== Task prompt ==
Images should be omitted while the rest of the data is duplicated exactly.

(Available data begins)

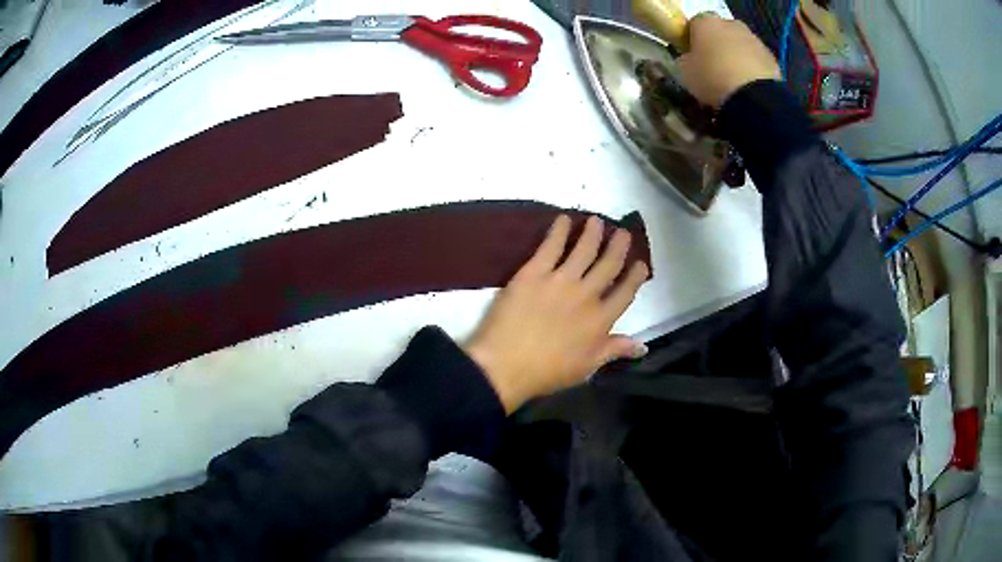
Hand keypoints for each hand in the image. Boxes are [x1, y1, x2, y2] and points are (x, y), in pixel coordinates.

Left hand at [464, 215, 649, 412]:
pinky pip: (550, 246)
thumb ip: (614, 351)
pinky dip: (558, 230)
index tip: (641, 264)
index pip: (625, 293)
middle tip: (622, 232)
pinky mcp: (533, 272)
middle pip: (608, 265)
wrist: (506, 365)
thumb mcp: (586, 367)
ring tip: (596, 220)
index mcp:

(Available data ends)

== Solution for this problem ==
Hand keypoints for each hand in the image. Boxes are [x1, y1, x2, y2] and points are (x, y), in pixel coordinates.

Left hand at [464, 215, 649, 412]:
pinky pip: (550, 246)
thumb ip: (614, 351)
pinky dip: (558, 230)
index tip: (641, 264)
index pip: (625, 293)
middle tip: (622, 232)
pinky mcp: (533, 272)
middle pip: (608, 265)
wrist: (506, 365)
thumb mcp: (586, 367)
ring tip: (596, 220)
index mcp:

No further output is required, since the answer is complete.